Jesus also gave instructions like, “Turn the other cheek,” “Walk the second mile,” “Sell your possessions,” and “Give to everyone who begs from you,” to name a few of his teachings. Hey, is obedience here going to make me happy? Maybe not at first, but in the long run (long-term happiness vs. short-term well-being) the peace that passes all understanding will come upon you/us if you/we continue in following Jesus’ words. I think we’d all be happy to dwell in a divinely-given mental peace that isn’t dependent on the worldly situation going on.

A fragment of one of Jesus statements is well known among Christians and even among many non-Christians. It goes, ‘You shall know the truth, and the truth shall make you free.” Ever hear of these words? You probably have. Like to hear the full statement? Here it is. It begins with the word “If,” which means it is a conditional statement:

“If you continue in my word, you are truly my disciples, and you will know the truth, and the truth shall make you free” (John 8:31-32).
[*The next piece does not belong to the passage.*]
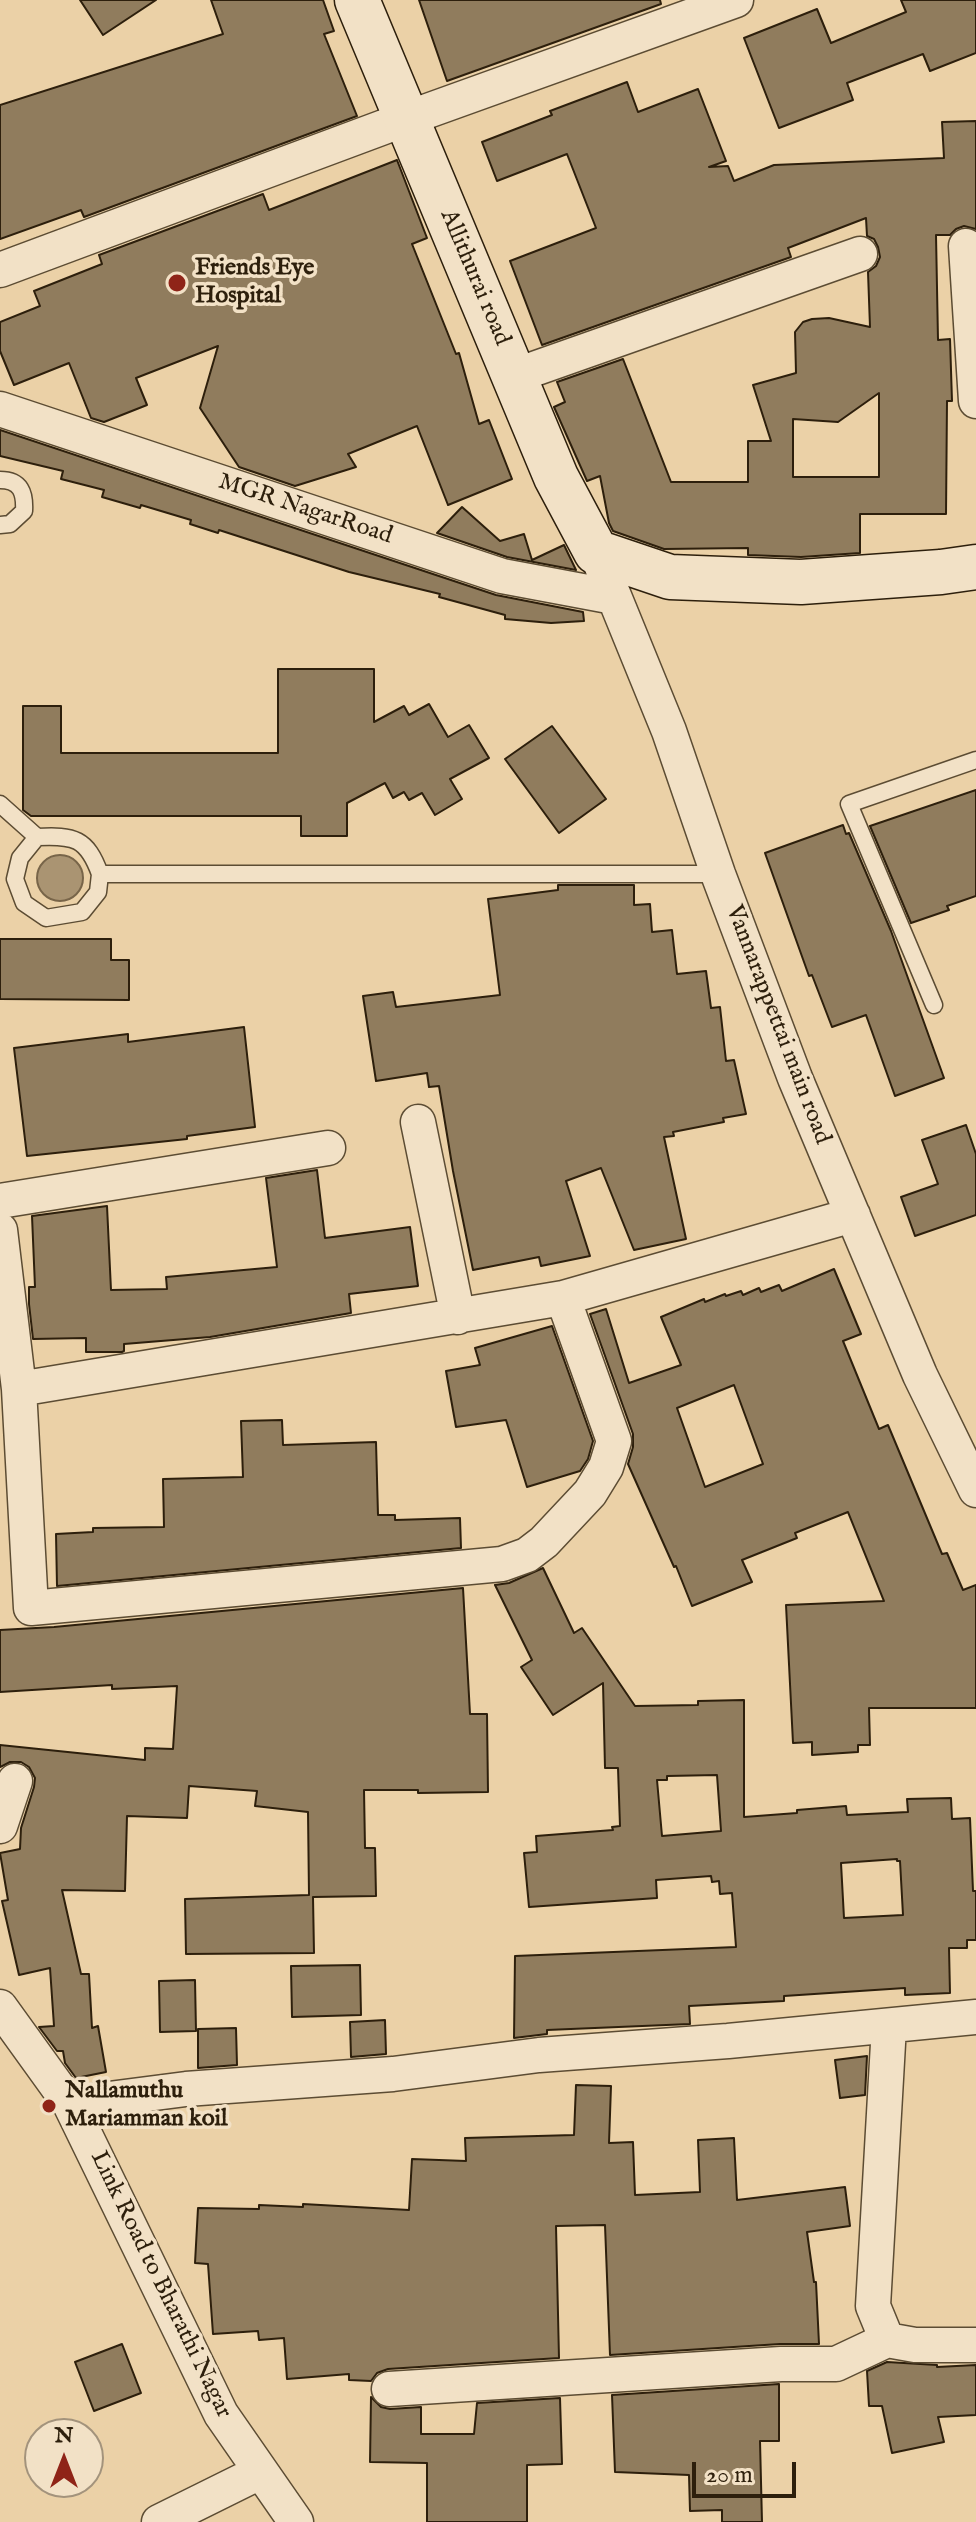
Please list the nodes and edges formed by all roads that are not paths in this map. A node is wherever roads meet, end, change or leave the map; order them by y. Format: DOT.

Which words of Jesus should be “continued in,” or followed? Just the ones that contain instructions, I would think! Some of Jesus’ words are direct orders for his followers benefit, but many of his words are simply observations, or statements, like, “You cannot serve God and mammon.”

There is no indication here that choosing to serve mammon is a sin. Serving mammon disqualifies the server from serving God too, but it is up to the individual which master he or she will serve. Can a person be happy without serving mammon? Can a person get along in this world without serving mammon, at least part-time? How about serving God part-time, serving mammon part-time, sleeping part-time, and taking care of your own needs part-time? This is the route many seem to choose.

I’m glad I’m not to be a judge of my neighbors’ doings. I’m so glad that Jesus said not to do this. So I’m free to try to follow along myself, to try to share Jesus’ teachings with others, and to try to not be critical of those who find Jesus’ sayings less valuable than I do. This is something I value.

Jesus was a good example for men to follow, I think. And Jesus said, “If (another “if” statement) any man hears my sayings and does not keep them, I do not judge him; for I did not come to judge the world but to save the world” (John 12:47). I presume he meant for us to “Go, and do likewise!” when it comes to not judging others’ devotion to Truth.

I could easily relate to a paragraph towards the end of your blog which starts off with, “One thing I noticed *always* energizes me is talking with people about spirituality, specifically helping them on their spiritual journey.” I don’t see myself as helping people, per se, I’m not a counselor, but I’m usually thinking that hopefully God will use the discussion to do the helping of each of us. However, as you say, the time does seem to “fly by” when spiritually is the topic. I think it is called being “Spiritually quickened,” or “Coming alive.”

“Freely, freely, you have received, freely give.”

Happy Thanksgiving to you too, Laura. Gary

At 11/26/2007 11:12:00 AM, Anonymous Anonymous said...

I'll just add this note: excellent explanation of seeking and finding one's values, Laura. Thanks!